Saved entries
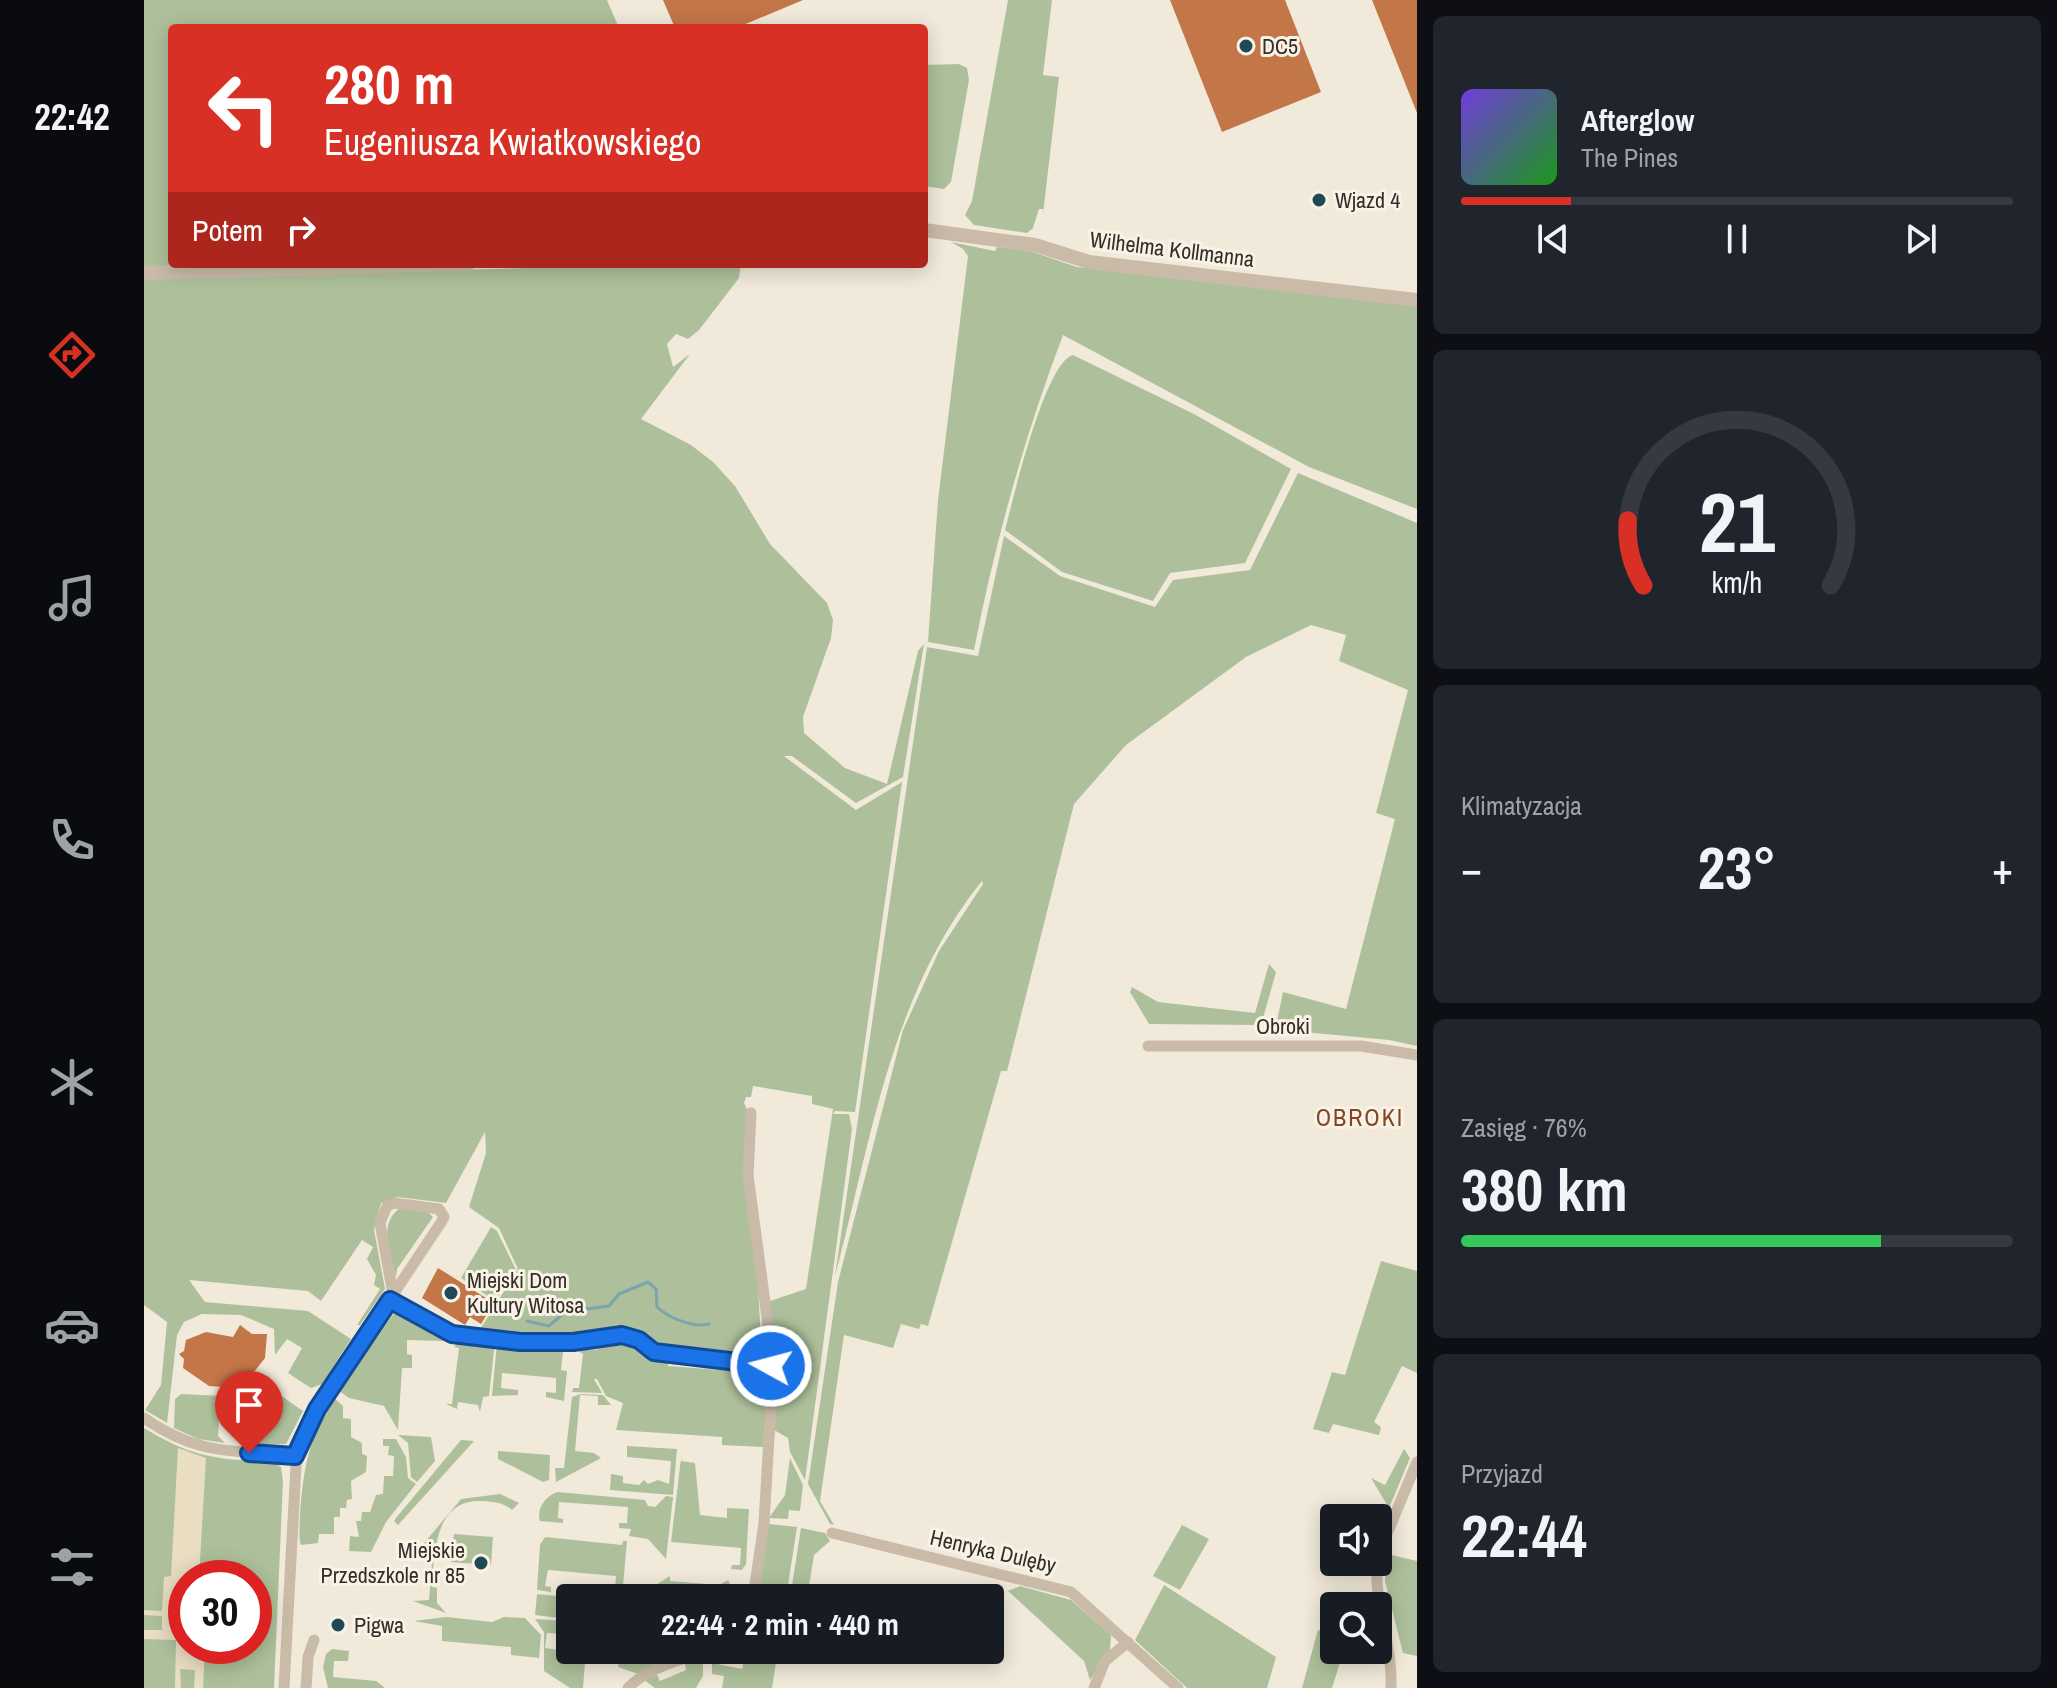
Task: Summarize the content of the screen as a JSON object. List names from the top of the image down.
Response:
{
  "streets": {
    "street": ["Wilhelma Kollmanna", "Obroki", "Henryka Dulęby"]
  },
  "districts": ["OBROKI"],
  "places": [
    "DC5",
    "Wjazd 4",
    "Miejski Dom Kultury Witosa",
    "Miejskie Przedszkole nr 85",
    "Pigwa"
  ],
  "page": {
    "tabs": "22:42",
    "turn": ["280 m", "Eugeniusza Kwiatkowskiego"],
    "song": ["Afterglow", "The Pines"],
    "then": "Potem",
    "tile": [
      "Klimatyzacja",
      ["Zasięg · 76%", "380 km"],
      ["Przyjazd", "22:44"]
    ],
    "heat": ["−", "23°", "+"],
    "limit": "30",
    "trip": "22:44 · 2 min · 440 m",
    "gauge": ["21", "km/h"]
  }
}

TASK TO COMPLETE: Copy out each record shown above without alteration, skipping any picture.

FINISHED EXERCISE:
Task: Summarize the content of the screen as a JSON object. List names from the top of the image down.
Response:
{
  "streets": {
    "street": ["Wilhelma Kollmanna", "Obroki", "Henryka Dulęby"]
  },
  "districts": ["OBROKI"],
  "places": [
    "DC5",
    "Wjazd 4",
    "Miejski Dom Kultury Witosa",
    "Miejskie Przedszkole nr 85",
    "Pigwa"
  ],
  "page": {
    "tabs": "22:42",
    "turn": ["280 m", "Eugeniusza Kwiatkowskiego"],
    "song": ["Afterglow", "The Pines"],
    "then": "Potem",
    "tile": [
      "Klimatyzacja",
      ["Zasięg · 76%", "380 km"],
      ["Przyjazd", "22:44"]
    ],
    "heat": ["−", "23°", "+"],
    "limit": "30",
    "trip": "22:44 · 2 min · 440 m",
    "gauge": ["21", "km/h"]
  }
}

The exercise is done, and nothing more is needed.